PublicationsList integration with DSpace

You can use a local installation of PublicationsList.org as a way for researchers to gather details of their papers for automatic harvesting by a local DSpace repository. Researchers can select which collections in the repository they would like their work archived, and the harvester automatically sends the metadata and full text to the appropriate workflow queues (or direct into the live repository if no approval step has been added for the collection). Duplicates are detected, so if several co-authors add the same paper, it is only entered once into the repository, and all publications lists will link out to the same copy. Please contact us if you are interested in something similar for other repository systems.

1. Download and install the harvesting module
2. Configure the harvesting settings
3. Update the list of collections
4. Configure publicationslist for harvesting
5. Running the harvester

1. Download and install the harvesting module:

The DSpace harvesting code uses the standard batch importer supplied with DSpace (ItemImporter). This means that no changes are needed to your DSpace installation to use it.

The harvesting code is in PHP and should be run from the command line as the dspace user. It checks with your local installation of PublicationsList.org for any recently updated lists, and imports full text items into the appropriate collections in the repository. The harvested items are added to the standard workflow queue (if the dspace collection has an approval step), so can undergo checking by library staff before being made public.
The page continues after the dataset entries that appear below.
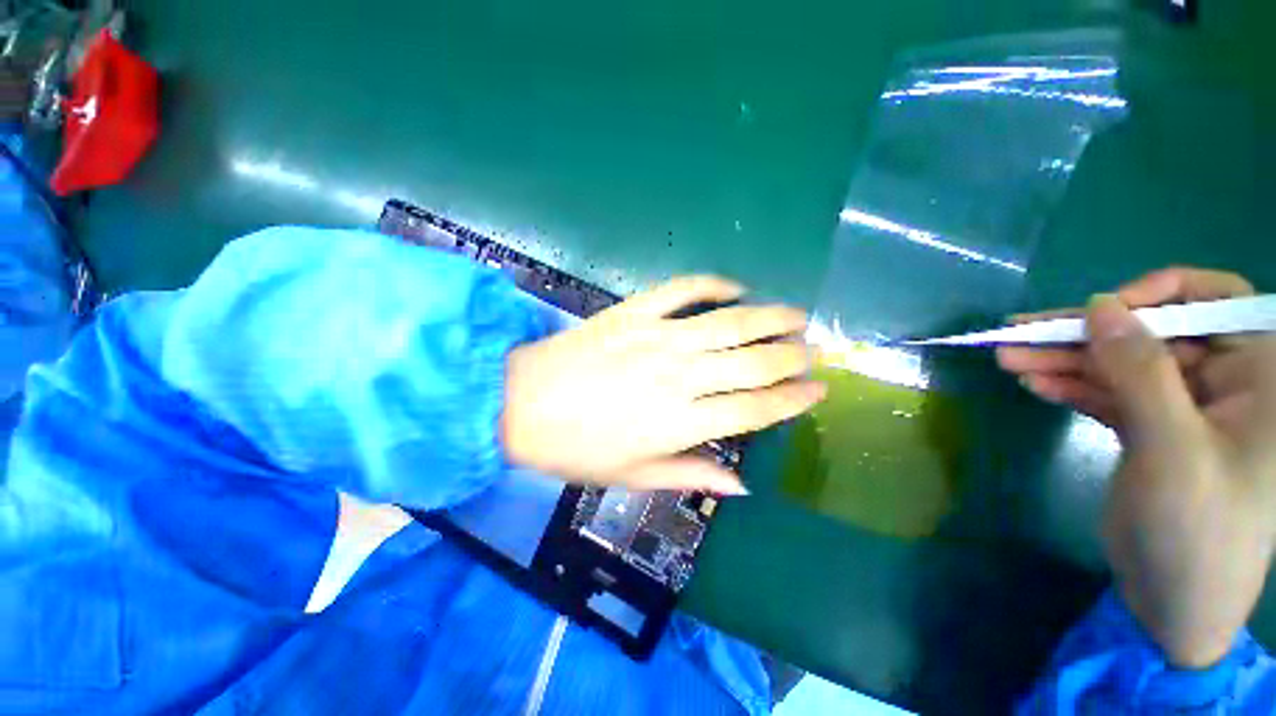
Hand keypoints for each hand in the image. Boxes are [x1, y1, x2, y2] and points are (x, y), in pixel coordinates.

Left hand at [501, 275, 825, 494]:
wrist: (520, 404)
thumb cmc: (576, 449)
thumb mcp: (633, 477)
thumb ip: (690, 476)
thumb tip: (740, 485)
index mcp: (681, 423)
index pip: (755, 409)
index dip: (792, 400)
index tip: (819, 391)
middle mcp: (680, 376)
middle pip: (753, 362)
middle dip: (792, 356)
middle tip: (814, 350)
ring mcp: (657, 337)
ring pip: (730, 322)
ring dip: (770, 317)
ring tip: (796, 315)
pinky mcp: (635, 311)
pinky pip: (683, 289)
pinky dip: (713, 283)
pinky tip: (735, 287)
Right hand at [999, 268, 1275, 667]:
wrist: (1176, 604)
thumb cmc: (1198, 528)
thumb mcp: (1173, 448)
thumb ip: (1141, 373)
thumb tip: (1101, 306)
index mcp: (1256, 376)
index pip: (1217, 302)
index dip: (1161, 294)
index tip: (1103, 310)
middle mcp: (1223, 384)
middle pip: (1151, 337)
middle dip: (1085, 336)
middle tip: (1017, 336)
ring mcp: (1182, 411)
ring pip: (1120, 367)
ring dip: (1065, 361)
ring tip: (1007, 358)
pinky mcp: (1149, 433)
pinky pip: (1108, 396)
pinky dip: (1071, 388)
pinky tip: (1033, 384)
You can download the code from:

dspace-publist-harvest-1.0.tgz

It needs to be run as the admin user of the DSpace installation, so:

# log in as 'dspace' user

$ cd
$ mkdir harvest
$ cd harvest
$ tar xvfz dspace-publist-harvest-1.0.tgz

The harvest utilities are in PHP, and run from the command line, so you need the command line version of PHP installed (you may need to install a package like 'php-cli' or 'php5-cli') The files are:

# Files in the DSpace harvesting module for PublicationsList:

# the configuration settings (path to publist, dspace etc):
config.inc.php   

# the main harvesting routine:
import.php 

# utilities for extracting the list of communities from DSpace     
list-dspace16-collections.php  
list-dspace15-collections.php  

# helper functions 
utfutil.php
harvestutil.php  
importutil.php  
oaiutil.php

2. Configuring the DSpace harvester

The dspace harvester needs to know the URL of the publications list feed and the DSpace installation. The settings are in a file harvest/config.inc.php, a sample is provided in config.inc.sample

# log in as 'dspace' user

$ cd harvest
$ cp config.inc.sample config.inc.php
$ vi config.inc.php   # ... or your preferred editor...
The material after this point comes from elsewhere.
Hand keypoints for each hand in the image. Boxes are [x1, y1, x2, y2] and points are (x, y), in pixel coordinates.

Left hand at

The configuration settings are listed below - you need to edit them to match your installation. The harvester will submit all items as the $dspaceuser - this should be a dspace account with permission to submit to any collection (you could use the admin account or create a special dspace user for the harvester).

// The base of the local DSpace installation:
$dspaceurl = "http://server123.yoursite.edu/dspace:8080";

// For calling batch import - the bin/ directory
// of your dspace install (where the 'dsrun' executable is)
$dspacebin = "/home/dspace/bin";

// The DSpace user account which will be used for submissions.
// This should be a dspace user with rights to submit to 
// all collections.
$dspaceuser = "admin@yoursite.edu";

// The publicationslist installation URL base:
$publisthome = "http://server456.yoursite.edu/publist"; 

// For updating publist links back to repo entries-
// This must match the value in publist/php/config.tmp
$trackbackCode = "xxx999";

2.2 Supporting additional dublin core metadata fields

The publicationslist schema is based on bibtex and includes more fields than the basic dublin core included as standard with a DSpace installation. However, it is possible to add extra fields to DSpace, e.g. using the Registries - Metadata - dcmi terms dspace web interface. If you do this, you can add extra mappings from publicationslist fields to the new dublin core field names by setting an '$extradcfields' array in the config.inc.php file, e.g.:

// Mapping of publicationslist (~=bibtex) fields to dspace dc
$extradcfields = array("journal" => "dc.identifier.journal",
		       "doi"     => "dc.identifier.doi",
		       "pubmed"  => "dc.identifier.pubmedid"
		       // "volume" => "dc.identifier.volume",
		       // "number" => "dc.identifier.issue"
		       );

N.B. the target field names (e.g. 'dc.identifier.doi') must have been added to your dspace metadata registry first, or the dspace importer will report that the field name is unknown.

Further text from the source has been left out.